In this note we show that for each fixed number of degrees of freedom $\nu$, the noncentral $t$ distribution with noncentrality parameter (= the mean of the numerator) $\mu$ is an elementary function relative to erf.

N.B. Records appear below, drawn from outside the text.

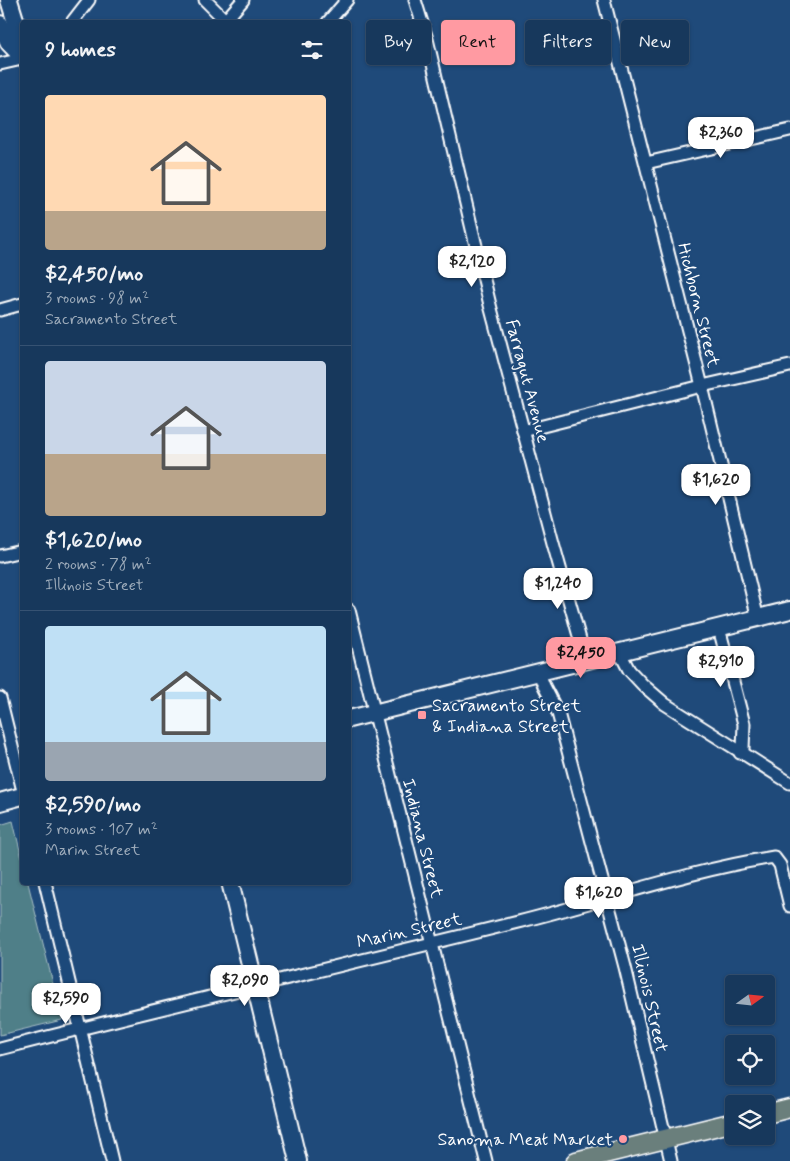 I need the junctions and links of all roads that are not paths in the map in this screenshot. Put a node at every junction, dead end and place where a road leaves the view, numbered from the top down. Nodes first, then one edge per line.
1 (9, 0) edge
2 (89, 0) edge
3 (205, 0) edge
4 (243, 0) edge
5 (347, 0) edge
6 (415, 0) edge
7 (604, 0) edge
8 (74, 20) edge
9 (223, 20) edge
10 (227, 20) edge
11 (330, 20) edge
12 (0, 24) edge
13 (20, 36) edge
14 (20, 56) edge
15 (20, 59) edge
16 (0, 64) edge
17 (790, 130) edge
18 (646, 163) junction
19 (20, 305) edge
20 (0, 310) edge
21 (790, 366) edge
22 (702, 386) junction
23 (523, 431) junction
24 (20, 551) edge
25 (0, 556) edge
26 (790, 610) edge
27 (351, 618) edge
28 (758, 619) junction
29 (719, 628) junction
30 (620, 652) junction
31 (584, 654) junction
32 (545, 671) junction
33 (0, 698) edge
34 (374, 713) junction
35 (351, 719) edge
36 (740, 753) junction
37 (20, 779) edge
38 (790, 784) edge
39 (20, 797) edge
40 (0, 802) edge
41 (46, 885) edge
42 (231, 885) edge
43 (607, 898) junction
44 (790, 906) edge
45 (432, 943) junction
46 (256, 985) junction
47 (80, 1028) junction
48 (0, 1049) edge
49 (790, 1108) edge
50 (775, 1112) edge
51 (725, 1124) edge
52 (665, 1139) junction
53 (112, 1161) edge
54 (298, 1161) edge
55 (486, 1161) edge
56 (576, 1161) edge
57 (671, 1161) edge

1 - 13 main road
2 - 8 street
3 - 9 street
4 - 10 street
5 - 11 street
6 - 23 street, Farragut Avenue
7 - 18 street, Hichborn Street
12 - 14 main road
15 - 16 street
17 - 18 street
18 - 22 street, Hichborn Street
19 - 20 street
21 - 22 street
22 - 23 street
22 - 28 street, Hichborn Street
23 - 31 street, Farragut Avenue
24 - 25 street
26 - 28 main road
27 - 34 street, Indiana Street
28 - 29 main road
29 - 30 main road
29 - 36 street
30 - 31 main road
30 - 36 street
31 - 32 main road
32 - 34 main road
32 - 43 street, Illinois Street
33 - 37 street
34 - 35 main road
34 - 45 street, Indiana Street
36 - 38 street
39 - 40 main road
41 - 47 street
42 - 46 main road
43 - 44 street, Marin Street
43 - 45 street, Marin Street
43 - 52 street, Illinois Street
45 - 46 street, Marin Street
45 - 55 street, Indiana Street
46 - 47 street, Marin Street
46 - 54 main road
47 - 48 street, Marin Street
47 - 53 street
49 - 50 main road
51 - 52 main road
52 - 56 main road
52 - 57 street, Illinois Street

The pdf is, per Wikipedia,
$$
f(x) =\frac{\nu^{\frac{\nu}{2}} \exp\left (-\frac{\nu\mu^2}{2(x^2+\nu)} \right )}{\sqrt{\pi}\Gamma(\frac{\nu}{2})2^{\frac{\nu-1}{2}}(x^2+\nu)^{\frac{\nu+1}{2}}} \int_0^\infty y^\nu\exp\left (-\frac{1}{2}\left(y-\frac{\mu x}{\sqrt{x^2+\nu}}\right)^2\right ) dy.$$
The non-elementary part is the integral
$$
\int_0^\infty y^\nu\exp\left (-\frac{1}{2}\left(y-\frac{\mu x}{\sqrt{x^2+\nu}}\right)^2\right ) dy = g\left(\frac{\mu x}{\sqrt{x^2+\nu}}\right)
$$
where
$$
g(a)=\int_0^\infty y^\nu\exp\left (-\frac{1}{2}\left(y-a\right)^2\right ) dy.
$$
We claim that $g$ is elementary relative to the error function erf, or equivalently relative to the standard normal cdf $\Phi$.

Namely, by change of variable and the binomial theorem,
$$
g(a)=\sum_{k=0}^\nu a^{\nu-k} {\nu\choose k} \alpha_k
$$
where
$$
\alpha_k = \int_a^\infty x^k e^{-x^2/2}\,dx
$$
Next using $u=x^{k-1}$, $dv=x e^{-x^2/2}\,dx$ and integration by parts, we can show a recurrence relation for $\alpha_k$:
$$\alpha_k = a^{k-1}e^{-a^2/2} + (k-1)\alpha_{k-2}$$
Finally, $\alpha_0=\sqrt{2\pi}(1-\Phi(a))$ and $\alpha_1 = e^{-a^2/2}$, and we are done.